Hello, I want to use ncu in my cuda program.
I run the program with openmpi and nvshmem.my environment is:
docker container create by nvidia/cuda:11.3.1-cudnn8-devel-ubuntu20.04
Two GA100 without Nvlink
nccl 2.9.8
openmpi 4.1.1
nvshmem 2.0.3
My program is a deeplearning program using data parallelism。I use nvshmem which run in mpi to exchange data. The application shell is like:
mpirun -np 2 application args
I try to use ncu-ui 2023.2.2 in windows to profile it remotely. But the environment cannot inherit from remote.
So I use the ncu download by ncu-ui 2023.2.2 before.
I have tried two method to run it:
/var/tmp/target/linux-desktop-glibc_2_11_3-x64/ncu --config-file off --export /var/tmp/report%i --force-overwrite --target-processes all --replay-mode application --app-replay-match grid --app-replay-buffer file --app-replay-mode relaxed --launch-count 1 --section-folder /var/tmp/sections mpirun --allow-run-as-root -np 2 application args
and
mpirun --allow-run-as-root -np 2 /var/tmp/target/linux-desktop-glibc_2_11_3-x64/ncu --config-file off --export /var/tmp/report%i --force-overwrite --target-processes all --replay-mode range --launch-count 1 --section-folder /var/tmp/sections application args
But neither of these methods is feasible.
When I use the previous method, which is to start mpirun using ncu, an error is reported as follows:
==PROF== Profiling “nvshmemi_init_array_kernel” - 0 (1/1): Application replay pass 5
==ERROR== Failed to profile “nvshmemi_init_array_kernel” in process 3128
==ERROR== Failed to profile “nvshmemi_init_array_kernel” in process 3129
==PROF== Trying to shutdown target application
==ERROR== An error occurred while trying to profile.
==ERROR== Unexpected number of profiled kernels. Application replay requires that the execution, combined with selected filters, guarantees a consistent set of kernels in all passes.
==ERROR== Check the --app-replay-match option for different matching strategies.
==WARNING== No kernels were profiled.
and When using mpirun to start ncu programs separately, it will cause errors during replay:
It looks like orte_init failed for some reason; your parallel process is
likely to abort. There are many reasons that a parallel process can
fail during orte_init; some of which are due to configuration or
environment problems. This failure appears to be an internal failure;
here’s some additional information (which may only be relevant to an
Open MPI developer):
getting local rank failed
→ Returned value No permission (-17) instead of ORTE_SUCCESS
*** An error occurred in MPI_Init
*** on a NULL communicator
*** MPI_ERRORS_ARE_FATAL (processes in this communicator will now abort,
*** and potentially your MPI job)
[24df9172edc5:03014] Local abort before MPI_INIT completed completed successfully, but am not able to aggregate error messages, and not able to guarantee that all other processes were killed!

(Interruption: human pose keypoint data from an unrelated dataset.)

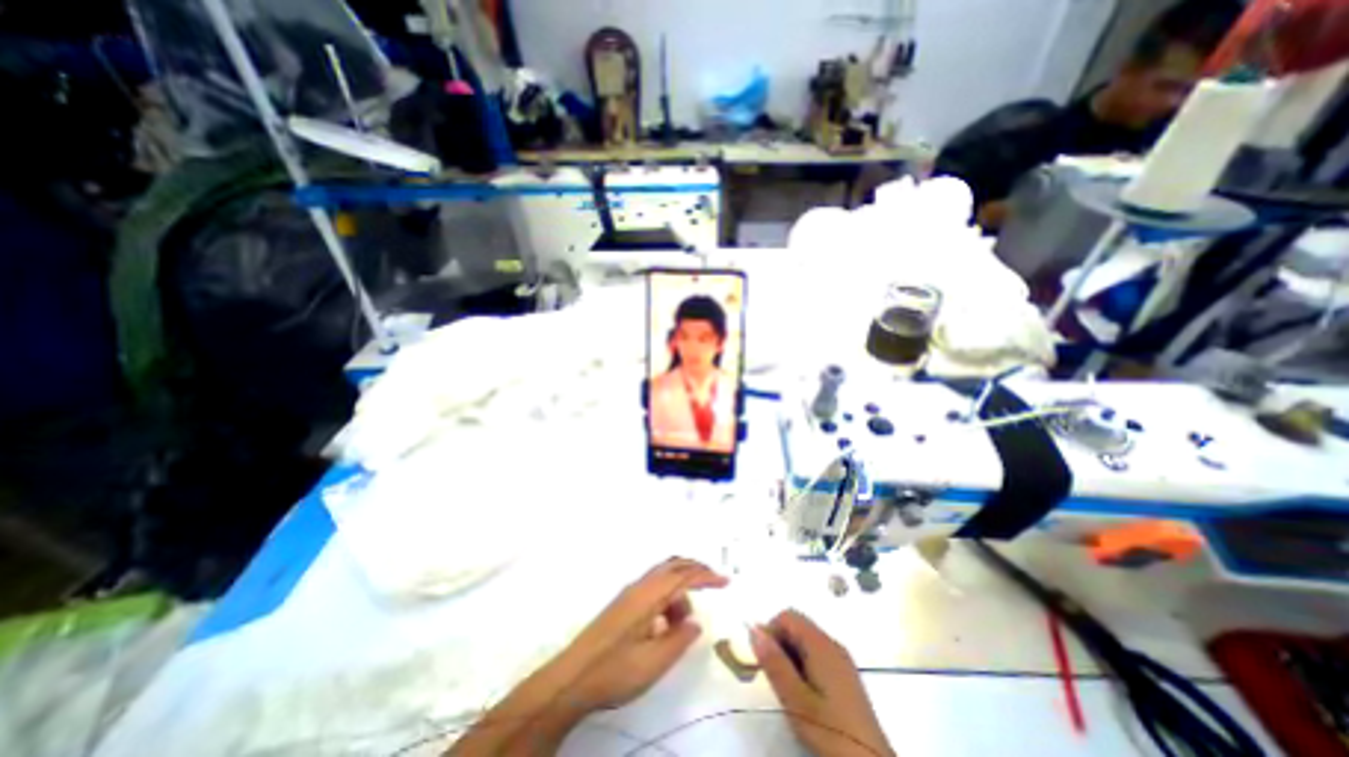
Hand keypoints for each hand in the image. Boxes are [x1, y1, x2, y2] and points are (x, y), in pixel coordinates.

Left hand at [552, 559, 733, 711]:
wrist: (571, 678)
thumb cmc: (615, 670)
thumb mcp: (654, 662)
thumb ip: (679, 639)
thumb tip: (695, 622)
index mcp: (649, 595)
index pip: (684, 576)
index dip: (707, 576)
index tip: (726, 581)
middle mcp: (640, 586)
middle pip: (672, 565)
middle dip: (695, 570)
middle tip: (714, 583)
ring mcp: (629, 593)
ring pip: (662, 577)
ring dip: (679, 589)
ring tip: (683, 623)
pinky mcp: (623, 603)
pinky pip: (652, 588)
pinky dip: (666, 597)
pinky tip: (665, 624)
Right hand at [748, 608, 891, 755]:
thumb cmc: (830, 731)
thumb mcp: (795, 699)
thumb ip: (774, 662)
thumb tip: (754, 629)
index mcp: (821, 644)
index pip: (787, 616)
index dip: (770, 631)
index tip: (762, 659)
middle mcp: (832, 644)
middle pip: (798, 626)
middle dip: (779, 643)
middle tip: (773, 676)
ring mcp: (841, 660)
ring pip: (806, 641)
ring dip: (790, 656)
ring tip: (787, 688)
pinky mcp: (845, 676)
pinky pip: (817, 655)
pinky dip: (803, 665)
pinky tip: (804, 694)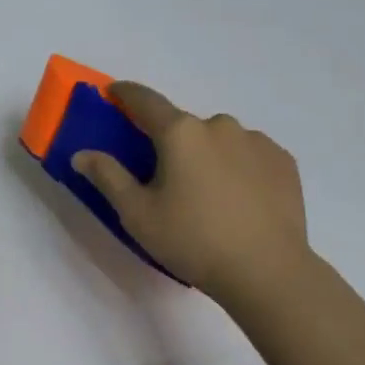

I try to use the range replay mode, but:
==PROF== Profiling “range” - 0 (1/1): ==PROF== Profiling “range” - 0 (1/1): 0%…50%…100%
==ERROR== LaunchFailed
==ERROR== Failed to profile “range” in process 3163
==PROF== Trying to shutdown target application
0%…50%…100%
==ERROR== LaunchFailed
==ERROR== Failed to profile “range” in process 3162
==PROF== Trying to shutdown target application
==ERROR== The application returned an error code (9).
==ERROR== An error occurred while trying to profile.
==WARNING== No ranges were profiled.Primary job terminated normally, but 1 process returned
a non-zero exit code. Per user-direction, the job has been aborted.==ERROR== The application returned an error code (9).
==ERROR== An error occurred while trying to profile.
==WARNING== No ranges were profiled.
My cuda fuction is a Dist GCN, use the nvshmem to transfer the data.By the way,nsys can easily use in this program.
How to fix this problem?
Now I use the old ncu-2021.1.1.0 intstalled by apt-get.It can work directly when I use -k option.but It seems can not see the cpu call stack. And the metric in old version is less than newer version.The newest version of ncu still can not be used.